I am trying to conduct research on various configuration cases by varying the increasing the capacity of L2 Cache Memory, based on QV100 Volta Architecture and measure its performance gain for certain workloads.
In the provided QV100 gpgpusim.config file, the L2 stats are as below.
# high level architecture configuration
-gpgpu_n_clusters 80
-gpgpu_n_cores_per_cluster 1
-gpgpu_n_mem 32
-gpgpu_n_sub_partition_per_mchannel 2
-gpgpu_clock_gated_lanes 1
# 32 sets, each 128 bytes 24-way for each memory sub partition (96 KB per memory sub partition).
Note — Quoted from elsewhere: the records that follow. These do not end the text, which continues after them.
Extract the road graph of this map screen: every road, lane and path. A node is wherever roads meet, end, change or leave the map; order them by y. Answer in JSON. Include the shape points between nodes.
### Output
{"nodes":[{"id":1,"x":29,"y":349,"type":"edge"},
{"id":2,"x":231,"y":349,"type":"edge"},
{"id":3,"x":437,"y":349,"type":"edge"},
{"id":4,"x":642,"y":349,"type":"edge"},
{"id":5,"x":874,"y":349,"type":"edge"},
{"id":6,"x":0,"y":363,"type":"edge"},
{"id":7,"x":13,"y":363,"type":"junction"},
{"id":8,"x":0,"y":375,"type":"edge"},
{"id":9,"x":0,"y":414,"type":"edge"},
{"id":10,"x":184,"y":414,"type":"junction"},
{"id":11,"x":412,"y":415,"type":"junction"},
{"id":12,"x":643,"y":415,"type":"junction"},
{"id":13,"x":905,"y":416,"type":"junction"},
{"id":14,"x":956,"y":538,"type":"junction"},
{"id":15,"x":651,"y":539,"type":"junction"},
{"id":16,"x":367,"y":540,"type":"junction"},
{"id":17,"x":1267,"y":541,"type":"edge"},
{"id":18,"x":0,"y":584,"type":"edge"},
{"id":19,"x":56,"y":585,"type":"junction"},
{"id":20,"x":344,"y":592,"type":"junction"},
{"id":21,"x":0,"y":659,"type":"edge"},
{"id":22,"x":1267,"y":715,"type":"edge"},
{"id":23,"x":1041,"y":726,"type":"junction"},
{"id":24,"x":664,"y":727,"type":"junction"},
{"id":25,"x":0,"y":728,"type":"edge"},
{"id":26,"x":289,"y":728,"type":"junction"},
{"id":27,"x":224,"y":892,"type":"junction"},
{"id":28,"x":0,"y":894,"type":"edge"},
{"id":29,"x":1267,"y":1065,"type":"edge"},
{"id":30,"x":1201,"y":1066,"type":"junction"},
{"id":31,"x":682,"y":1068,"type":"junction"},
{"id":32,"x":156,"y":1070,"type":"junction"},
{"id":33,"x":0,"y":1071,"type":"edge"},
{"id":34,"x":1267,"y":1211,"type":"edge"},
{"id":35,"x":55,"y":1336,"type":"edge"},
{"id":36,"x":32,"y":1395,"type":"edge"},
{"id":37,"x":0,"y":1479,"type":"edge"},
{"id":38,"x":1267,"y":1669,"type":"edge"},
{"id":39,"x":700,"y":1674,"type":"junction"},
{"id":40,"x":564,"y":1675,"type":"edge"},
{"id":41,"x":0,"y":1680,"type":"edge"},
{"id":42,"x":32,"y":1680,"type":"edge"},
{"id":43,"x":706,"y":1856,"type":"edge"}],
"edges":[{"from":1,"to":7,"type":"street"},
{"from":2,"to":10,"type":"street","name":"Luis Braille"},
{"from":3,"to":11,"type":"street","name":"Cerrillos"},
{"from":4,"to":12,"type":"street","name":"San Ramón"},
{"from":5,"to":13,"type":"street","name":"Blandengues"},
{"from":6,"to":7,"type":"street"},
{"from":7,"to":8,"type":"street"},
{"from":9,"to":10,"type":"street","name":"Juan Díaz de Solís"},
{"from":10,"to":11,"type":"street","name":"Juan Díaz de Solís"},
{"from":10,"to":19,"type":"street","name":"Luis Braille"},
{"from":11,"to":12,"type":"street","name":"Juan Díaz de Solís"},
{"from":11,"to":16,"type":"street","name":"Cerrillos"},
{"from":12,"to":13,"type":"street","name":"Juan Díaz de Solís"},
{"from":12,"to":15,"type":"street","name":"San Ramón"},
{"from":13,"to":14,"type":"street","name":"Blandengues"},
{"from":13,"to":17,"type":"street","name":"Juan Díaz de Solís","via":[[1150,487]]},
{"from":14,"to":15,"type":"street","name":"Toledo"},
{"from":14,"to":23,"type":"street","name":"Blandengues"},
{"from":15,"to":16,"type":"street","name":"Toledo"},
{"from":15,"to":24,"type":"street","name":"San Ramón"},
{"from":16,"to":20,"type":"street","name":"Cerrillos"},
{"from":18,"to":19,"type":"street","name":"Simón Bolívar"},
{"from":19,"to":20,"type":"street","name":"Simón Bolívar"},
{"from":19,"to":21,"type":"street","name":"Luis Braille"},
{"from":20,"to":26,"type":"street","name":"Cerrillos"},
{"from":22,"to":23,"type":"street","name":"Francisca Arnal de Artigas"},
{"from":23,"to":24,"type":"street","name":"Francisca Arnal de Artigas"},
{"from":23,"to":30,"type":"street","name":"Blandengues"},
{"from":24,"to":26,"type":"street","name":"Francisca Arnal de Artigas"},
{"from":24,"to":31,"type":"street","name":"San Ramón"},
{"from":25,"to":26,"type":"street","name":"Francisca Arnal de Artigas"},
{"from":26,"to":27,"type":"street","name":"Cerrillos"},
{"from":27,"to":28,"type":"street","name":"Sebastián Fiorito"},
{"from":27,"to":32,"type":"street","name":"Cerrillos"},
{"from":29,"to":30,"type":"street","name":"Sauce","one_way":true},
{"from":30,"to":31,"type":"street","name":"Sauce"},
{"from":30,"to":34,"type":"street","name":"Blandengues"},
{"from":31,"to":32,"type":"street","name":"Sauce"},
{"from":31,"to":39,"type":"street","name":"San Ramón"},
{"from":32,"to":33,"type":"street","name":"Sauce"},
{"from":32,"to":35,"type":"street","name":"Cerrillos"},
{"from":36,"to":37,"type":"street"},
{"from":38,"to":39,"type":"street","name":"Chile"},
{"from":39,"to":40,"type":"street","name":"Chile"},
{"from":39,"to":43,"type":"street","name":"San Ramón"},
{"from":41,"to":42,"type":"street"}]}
This gives us 6MB L2 cache
-gpgpu_cache:dl2 S:32:128:24,L:B:m:L:P,A:192:4,32:0,32
-gpgpu_cache:dl2_texture_only 0
-gpgpu_dram_partition_queues 64:64:64:64
-gpgpu_perf_sim_memcpy 1
-gpgpu_memory_partition_indexing 2
I tried several cases by doubling the number of sets(32), bytes(128), and way(24) (S:32:128:24) and n_mem, to figure out which is directly correlated to the increase in total capacity of L2 Cache.
The evaluations were conducted in SASS mode, with the rodinia traces provided.
However, evaluation results show almost no difference in collected stats(IPC), when the cache capacity is doubled, and quadrupled..and so on.
My questions are as follows.
(1) Is there a fundamental error to my approach in increasing the amount of L2 cache capacity? May I be provided with some additional information?
(2) Are the benchmark traces from rodinia not sensitive to cache capacity? Is there a way to calculate how sensitive a certain benchmark is sensitive to cache capacity? If there is, which workloads are capable of benefiting from an abundant amount of cache?
Thank you for your help,
Regards,
Jiwon.